I could very well be wrong but wouldn't you want to apply the policy-map inbound on E0, or perhaps outbound on the WAN interface to keep the WAN queue from getting overrun by the 10Meg Ethernet traffic ? I wouldn't think there would be a problem in the WAN to LAN direction. Again, not a big QOS guy so I could be wrong.

Won't you need on the other side of the WAN link in outbound direction? Especially for FTP case?

Hello,

indeed, you are right, applying the policy outbound would affect traffic originating on the LAN.

The policy needs to be applied inbound in order to affect traffic coming from the outside:

interface Ethernet0

service-policy inbound PRIORITY

Regards,

Georg

I'm not an expert on QoS solutions but I'm a bit confused. First let me explain what I understand from your problem description: You've got two user groups (say two subnets) on LAN and these hosts reach to the rest of the world using a WAN link. And salespeople is complaining about the FTP traffic of the technicals. My first point: at the moment of the congestion this will occur on interfaces connected to the WAN link. Don't we need to apply any QoS config to the WAN interfaces? Assuming I don't know diretction of FTP and other flows, applying outbound CBWFQ to both router WAN interfaces makes more sense to me. Another point is that instead of setting IP precedence field in IP header applying a "bandwidth" command under the policy-maps with appropriate value looks more simple and manageable.

Regards.

e.tantsura
Level 1
Level 1

Hi,

There is not much to do for downstream because of speed mismatch 1.5/10 - your bottleneck is WAN, you could try RED for ftp and slow down whole tcp session.

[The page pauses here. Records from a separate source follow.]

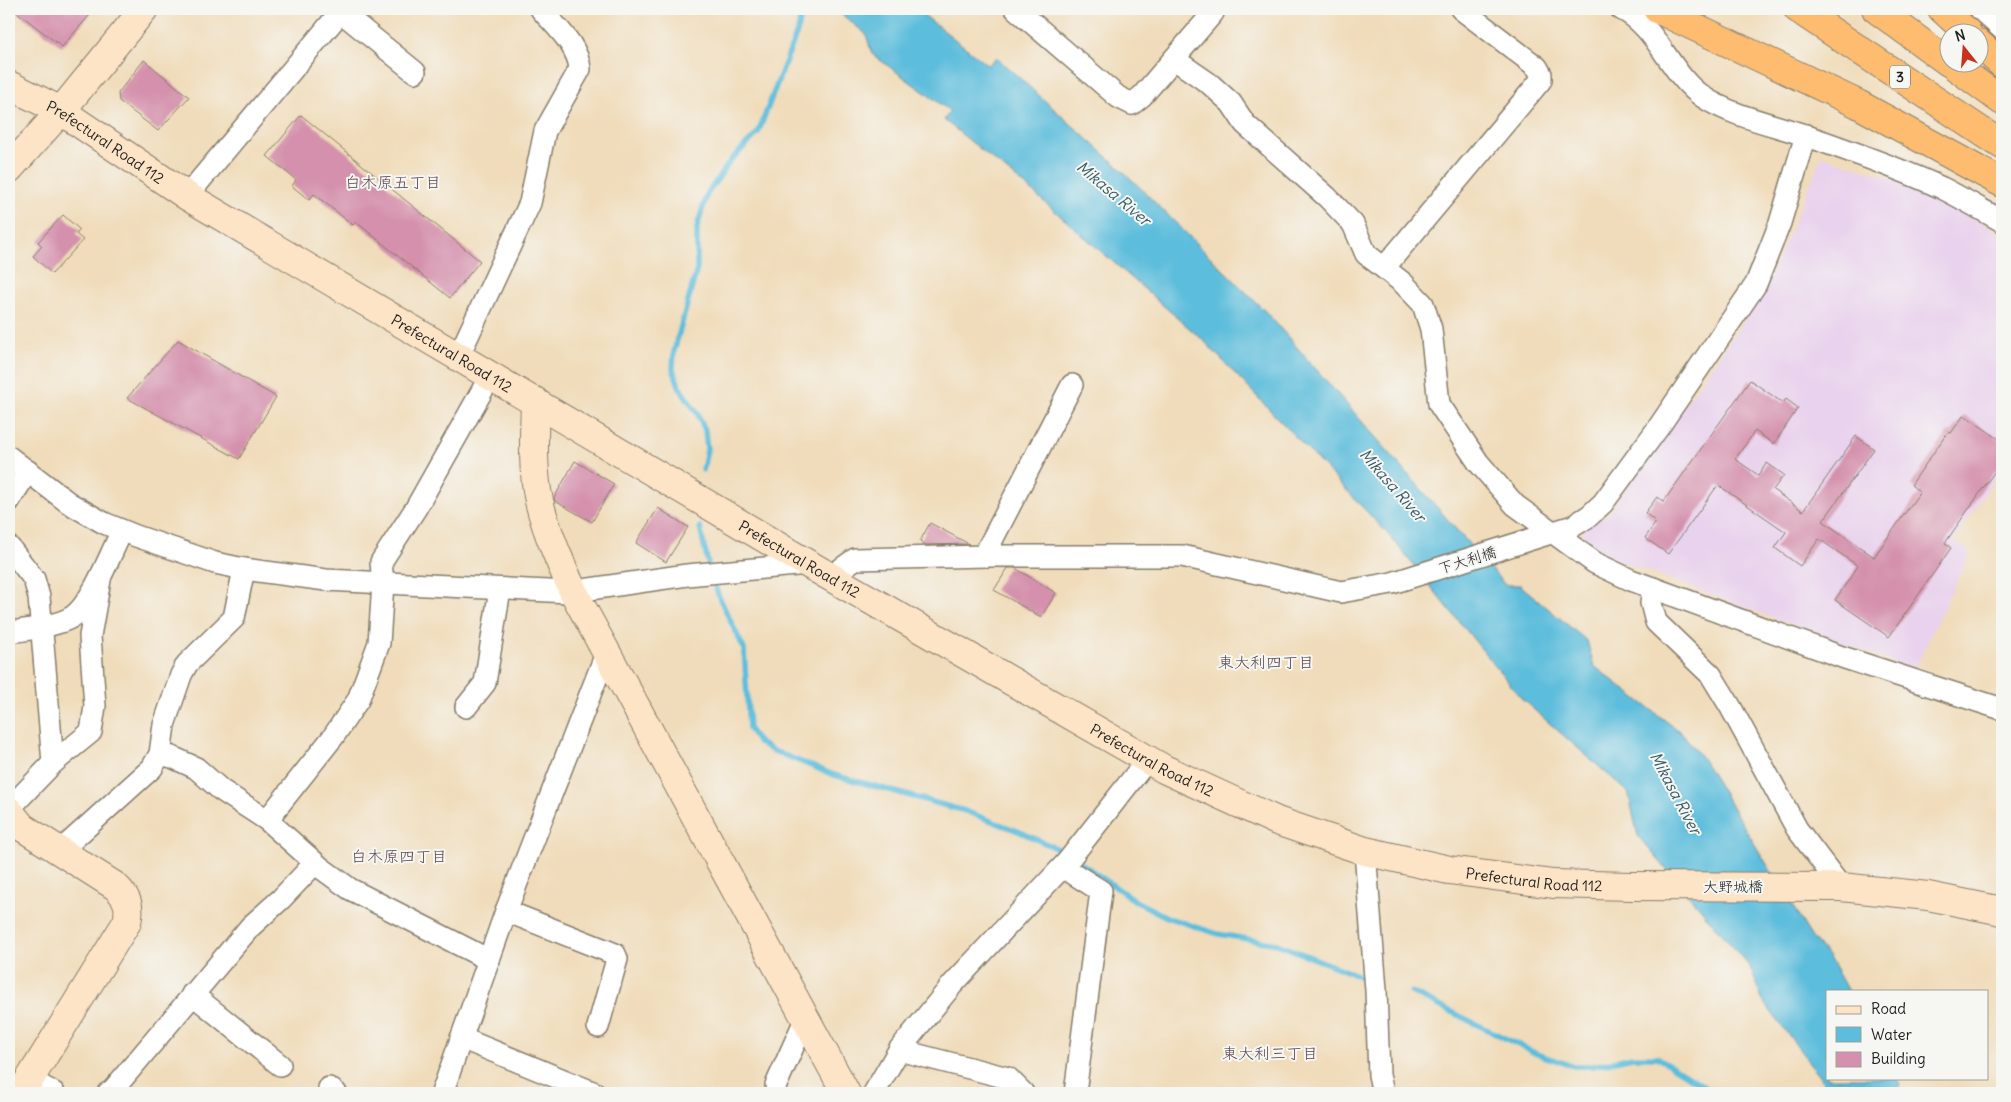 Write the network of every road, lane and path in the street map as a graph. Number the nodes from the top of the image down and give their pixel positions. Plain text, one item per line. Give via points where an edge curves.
1 (144, 9) edge
2 (541, 9) edge
3 (1016, 9) edge
4 (1210, 9) edge
5 (1462, 9) edge
6 (1621, 9) edge
7 (1657, 9) edge
8 (1798, 9) edge
9 (1806, 9) edge
10 (1942, 9) edge
11 (1980, 9) edge
12 (342, 10) edge
13 (1881, 12) edge
14 (1956, 22) edge
15 (2002, 29) edge
16 (1988, 51) edge
17 (1866, 53) junction
18 (1938, 54) edge
19 (1174, 59) junction
20 (2002, 64) edge
21 (415, 72) dead end
22 (1963, 72) edge
23 (9, 84) edge
24 (2002, 101) edge
25 (61, 111) junction
26 (1806, 135) junction
27 (2002, 146) edge
28 (9, 169) edge
29 (2002, 183) edge
30 (187, 196) junction
31 (2002, 221) edge
32 (1384, 268) junction
33 (458, 355) junction
34 (491, 376) junction
35 (1072, 385) dead end
36 (535, 402) junction
37 (9, 457) edge
38 (28, 471) junction
39 (9, 501) edge
40 (122, 531) junction
41 (1548, 535) junction
42 (9, 547) edge
43 (987, 556) junction
44 (244, 568) junction
45 (820, 570) junction
46 (100, 580) junction
47 (384, 583) junction
48 (1653, 588) junction
49 (500, 589) junction
50 (573, 591) junction
51 (42, 627) junction
52 (9, 632) edge
53 (607, 651) junction
54 (466, 707) dead end
55 (2002, 709) edge
56 (160, 754) junction
57 (1148, 759) junction
58 (53, 763) junction
59 (9, 810) edge
60 (267, 820) junction
61 (1365, 850) junction
62 (59, 852) junction
63 (1068, 860) junction
64 (315, 863) junction
65 (1648, 885) joint
66 (1830, 887) junction
67 (506, 911) junction
68 (2002, 911) edge
69 (489, 960) junction
70 (192, 994) junction
71 (806, 1020) junction
72 (598, 1027) dead end
73 (462, 1038) junction
74 (899, 1050) junction
75 (280, 1065) dead end
76 (776, 1085) dead end
77 (25, 1086) edge
78 (54, 1093) edge
79 (108, 1093) edge
80 (442, 1093) edge
81 (595, 1093) edge
82 (846, 1093) edge
83 (874, 1093) edge
84 (1023, 1093) edge
85 (1075, 1093) edge
86 (1383, 1093) edge

1 - 25 main road
2 - 33 street via 574,48 580,68 545,131 530,203
3 - 19 street via 1118,97 1132,104
4 - 19 street via 1213,13
5 - 32 street via 1537,67 1541,80
6 - 26 street via 1646,29 1703,97 1728,110
7 - 29 highway via 1858,104
8 - 17 highway, 3
9 - 17 highway
10 - 14 highway
11 - 15 street
12 - 21 street
12 - 30 street
13 - 18 highway
16 - 20 highway
17 - 27 highway, 3
19 - 32 street via 1210,84 1231,103 1245,124 1327,197 1353,224 1366,254
22 - 24 highway
23 - 25 main road, Prefectural Road 112
25 - 28 main road
25 - 30 main road, Prefectural Road 112
26 - 31 street via 1943,189
26 - 41 street, 下大利橋 via 1780,223 1756,284 1603,503 1574,526
30 - 33 main road, Prefectural Road 112
32 - 41 street via 1423,304 1431,329 1439,404 1478,462
33 - 34 main road, Prefectural Road 112
34 - 36 main road, Prefectural Road 112
34 - 47 street via 416,508 380,562
35 - 43 street via 988,548
36 - 45 main road, Prefectural Road 112
36 - 50 main road via 533,454 539,500 551,540
37 - 38 street
38 - 39 street
38 - 40 street via 69,502
40 - 44 street via 215,562
40 - 46 street
41 - 43 street, 下大利橋 via 1392,583 1341,592 1182,556
41 - 48 street via 1595,562
42 - 51 street via 34,579
43 - 45 street, 下大利橋 via 855,559
44 - 47 street via 326,580
44 - 56 street via 234,618 187,664 181,675 164,724
45 - 50 street via 711,573
45 - 57 main road, Prefectural Road 112
46 - 51 street via 73,617
46 - 58 street via 90,636 96,706 91,732
47 - 49 street
47 - 60 street via 379,643 358,700
48 - 55 street via 1842,657
48 - 66 street via 1651,603 1656,622 1711,675
49 - 50 street
49 - 54 street via 485,683
50 - 53 main road
51 - 52 street
51 - 58 street
53 - 67 street
53 - 71 main road
56 - 60 street via 196,768 221,790
56 - 62 street via 152,768
57 - 61 main road, Prefectural Road 112 via 1277,820
57 - 63 street
58 - 59 street
59 - 62 main road via 22,827
60 - 64 street
61 - 65 main road, Prefectural Road 112 via 1449,870 1553,884
61 - 86 street
62 - 77 main road via 115,886 125,895 130,908 126,922
63 - 74 street via 952,985
63 - 85 street via 1101,891
64 - 69 street via 350,889
64 - 70 street via 250,927
65 - 66 main road, 大野城橋
66 - 68 main road via 1928,896
67 - 69 street
67 - 72 street via 615,954 617,959
69 - 73 street
70 - 75 street
70 - 79 street
71 - 76 street
71 - 82 main road
73 - 80 street
73 - 81 street
74 - 83 street
74 - 84 street via 1008,1078
77 - 78 street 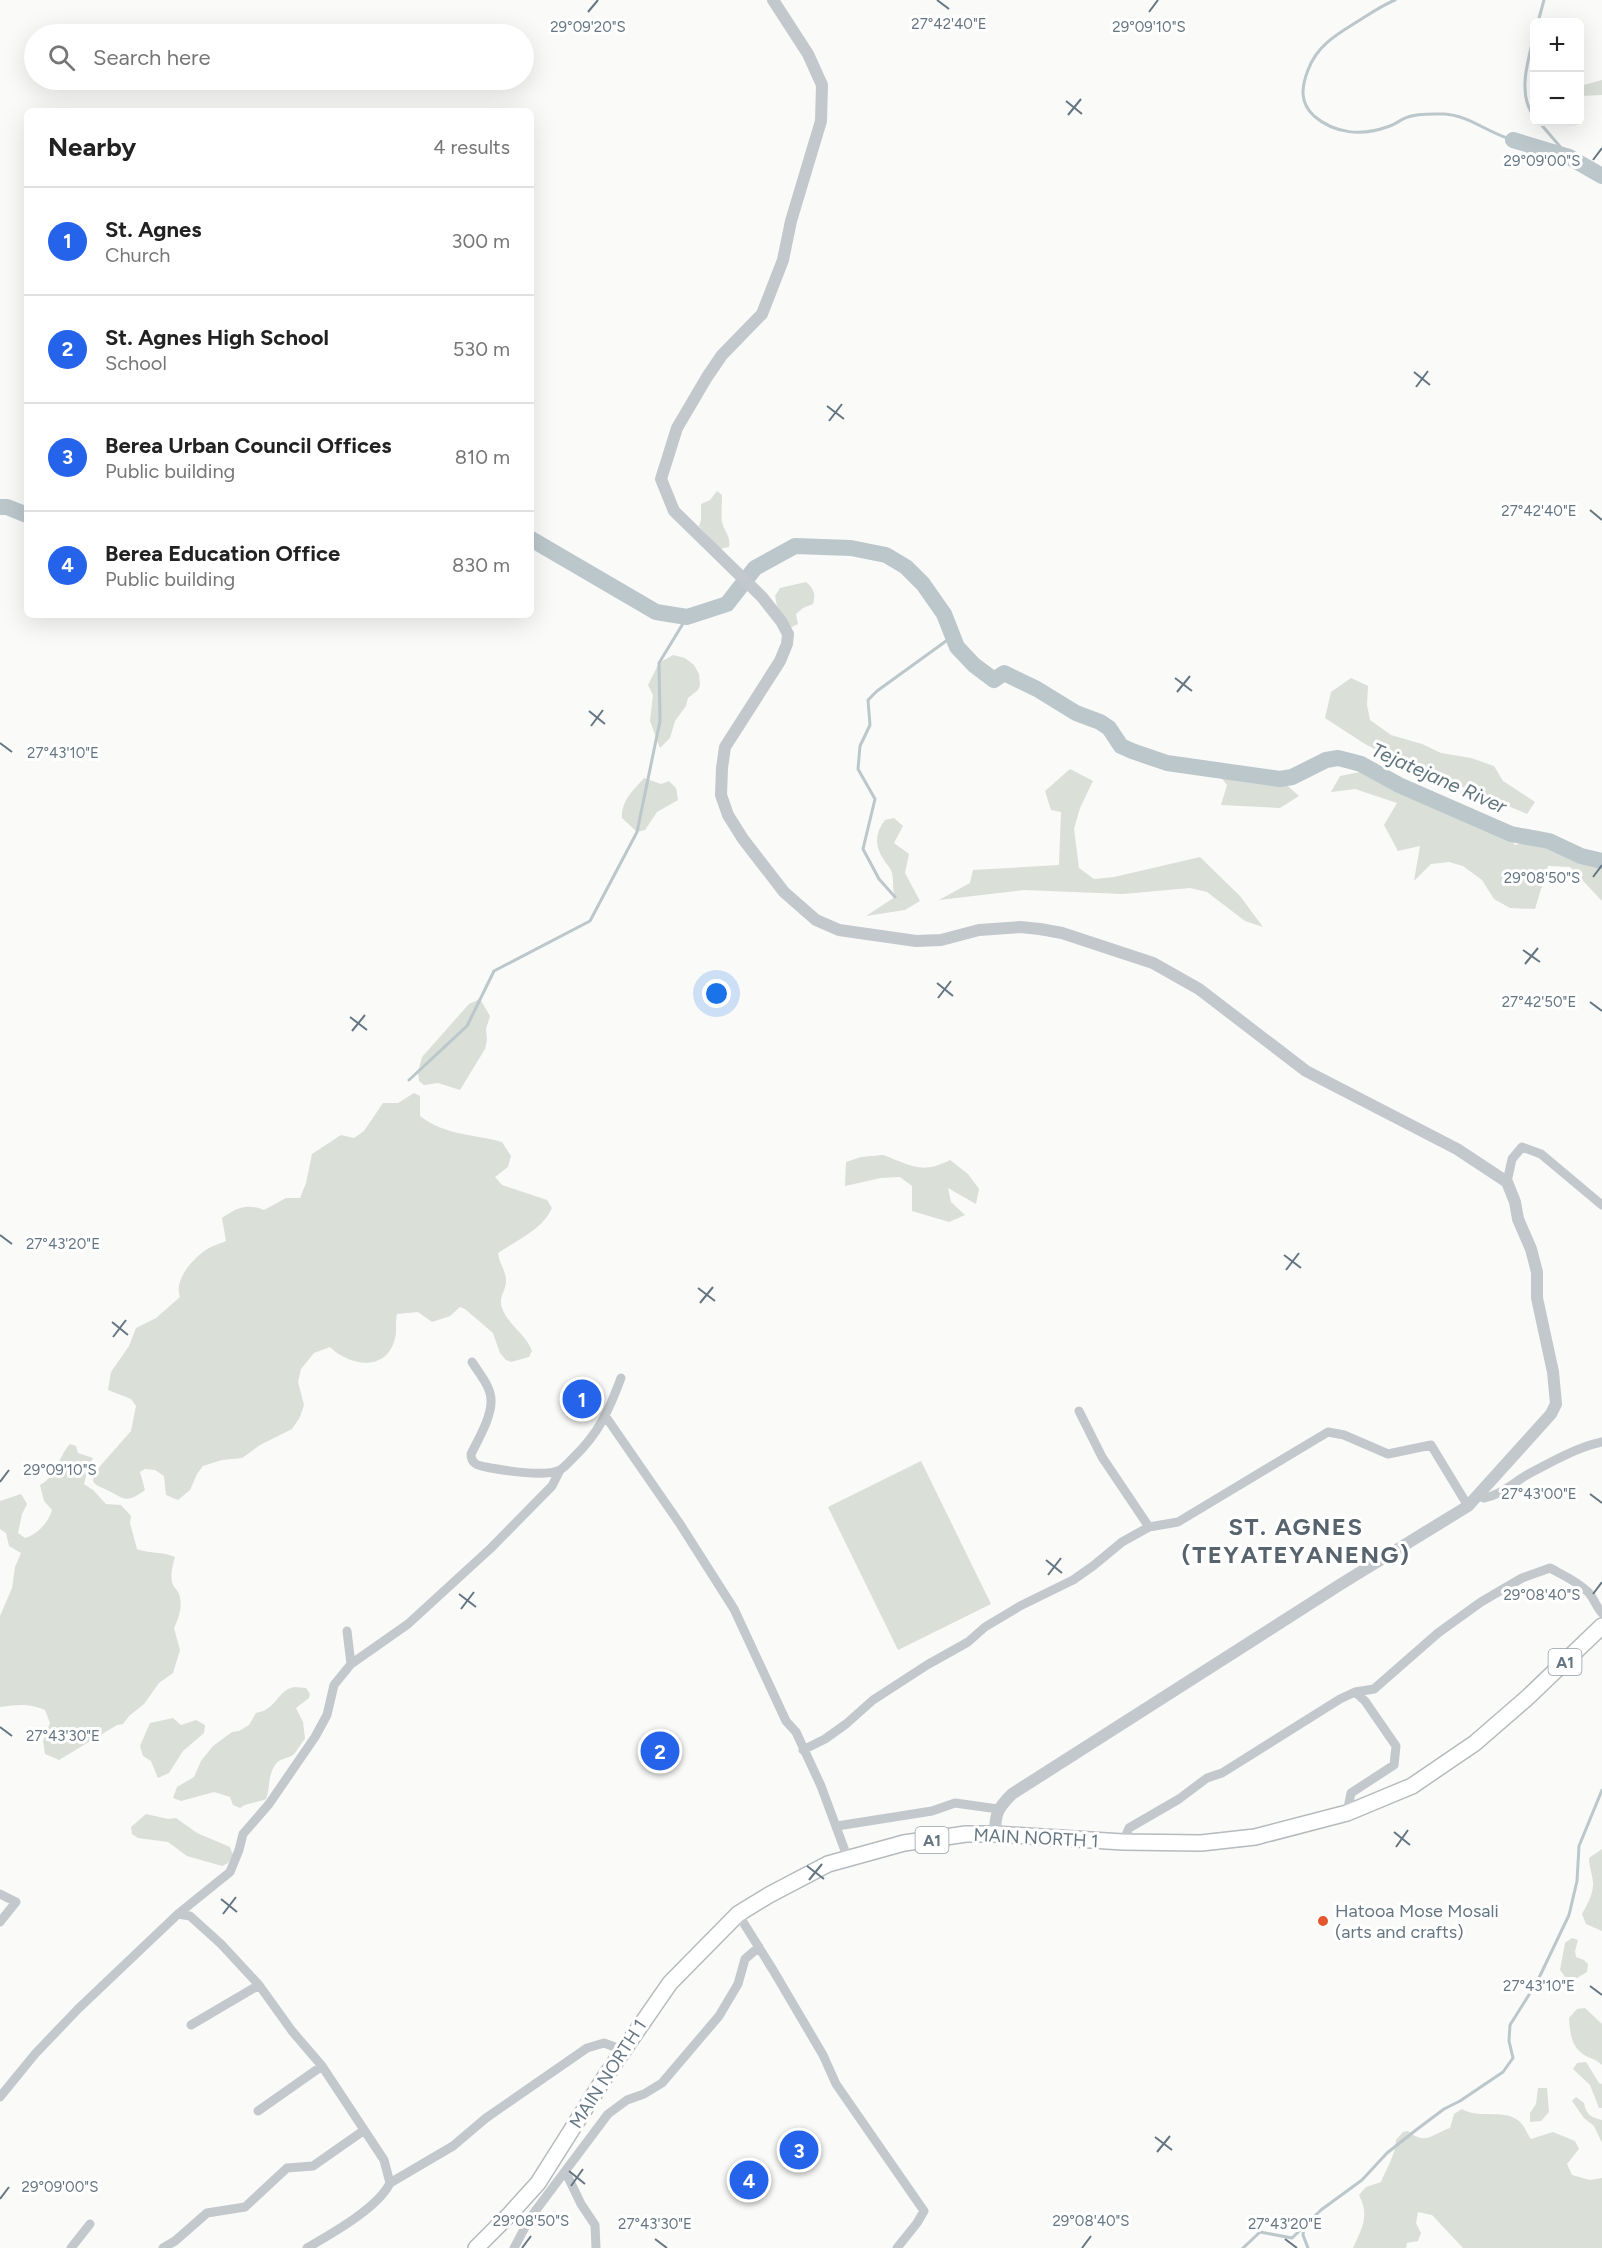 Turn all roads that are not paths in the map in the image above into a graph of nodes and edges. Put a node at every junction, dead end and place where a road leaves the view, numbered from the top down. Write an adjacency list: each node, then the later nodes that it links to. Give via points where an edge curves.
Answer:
1 (773, 0): 2 (street, via 808,54 822,85 821,121 783,260 762,314 707,377 677,428 661,479 674,511 762,597 788,634 780,661 725,747 721,795 728,815 784,892 816,920 839,930 894,939 941,940 979,930 1040,929 1153,963 1199,989 1306,1071 1457,1149)
2 (1507, 1182): 3 (street, via 1512,1159 1522,1147 1541,1154); 10 (street, via 1537,1272 1537,1299 1556,1404)
3 (1602, 1205)
4 (472, 1362): 9 (street, via 491,1400 486,1423 471,1454 474,1463 511,1472)
5 (621, 1378): 7 (street)
6 (1078, 1411): 12 (street, via 1102,1456)
7 (606, 1417): 9 (street, via 587,1445); 18 (street, via 735,1609)
8 (1602, 1442): 10 (street, via 1557,1459 1495,1496)
9 (560, 1470): 16 (street, via 552,1486 491,1548 408,1624)
10 (1479, 1496): 11 (street)
11 (1468, 1506): 12 (street, via 1431,1445 1388,1454 1328,1432 1178,1522); 19 (street, via 1115,1727 1012,1794)
12 (1149, 1527): 18 (street, via 1122,1542 1073,1580 985,1627 968,1642 873,1700 825,1739)
13 (1602, 1613): 17 (street, via 1590,1594 1550,1568 1522,1578 1481,1602 1438,1633 1374,1689)
14 (1602, 1626): 20 (main road, MAIN NORTH 1 / A1, via 1474,1743 1412,1785)
15 (347, 1630): 16 (street)
16 (351, 1664): 26 (street, via 334,1684 327,1715 315,1737 243,1834 230,1872)
17 (1355, 1692): 20 (street, via 1396,1746 1394,1766 1351,1793); 23 (street, via 1129,1828)
18 (803, 1750): 21 (street)
19 (998, 1809): 21 (street, via 955,1803 932,1811); 22 (street)
20 (1347, 1813): 23 (main road, MAIN NORTH 1 / A1, via 1255,1837 1201,1843)
21 (837, 1826): 24 (street)
22 (995, 1834): 23 (main road, MAIN NORTH 1 / A1); 24 (main road, MAIN NORTH 1 / A1, via 904,1843)
23 (1124, 1842)
24 (848, 1859): 27 (main road, MAIN NORTH 1 / A1, via 828,1864)
25 (0, 1894): 28 (street, via 16,1902)
26 (178, 1914): 30 (street, via 190,1916 222,1944); 34 (street, via 35,2054)
27 (738, 1914): 29 (street); 32 (main road, MAIN NORTH 1 / A1, via 670,1983)
28 (0, 1922)
29 (759, 1947): 37 (street, via 745,1959 738,1983 719,2016 662,2084 627,2100 608,2114); 46 (street, via 836,2084 924,2211)
30 (259, 1985): 31 (street); 33 (street)
31 (191, 2025)
32 (623, 2050): 38 (street, via 604,2043 587,2048 486,2118 453,2146); 43 (main road, MAIN NORTH 1 / A1, via 538,2183)
33 (322, 2066): 35 (street); 36 (street)
34 (0, 2097)
35 (258, 2111)
36 (363, 2131): 38 (street, via 384,2160); 41 (street, via 313,2166 287,2168 245,2207 207,2213)
37 (566, 2173): 44 (street, via 530,2218); 45 (street, via 595,2225)
38 (390, 2183): 42 (street, via 386,2192 358,2216)
39 (90, 2224): 40 (street)
40 (71, 2248)
41 (163, 2248)
42 (307, 2248)
43 (476, 2248)
44 (514, 2248)
45 (596, 2248)
46 (897, 2248)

For upstream you could use CAR & RED on ethernet and just drop out of profile traffic of coloring on ethernet and CBWFQ & policing/shaping .

Don't use tail drop for ftp, tcp doesn't like that :)

stownsend
Level 2
Level 2

Thank youl all for your replies.

I guess I should have not used FTP as an Example. (-; Its FTP, HTTP, Windows File Server Transfers, pretty much anything that they can download big files from, they will go it.

Thats why I figured it might be easier to move the Support guys over to the second interface and then just five priority to the Sales guys interface over the Tech people.

The Sales guys are just sending small packets. Mostly just Mail, Remote Desktop Sessions and a few small SQL Queries. So they hop on the line, get the info anf get off. It jsut seems that when someone in the Tech departments tries to load the latest security patches on the 12 Classroom computers, the network dies for the sales guys.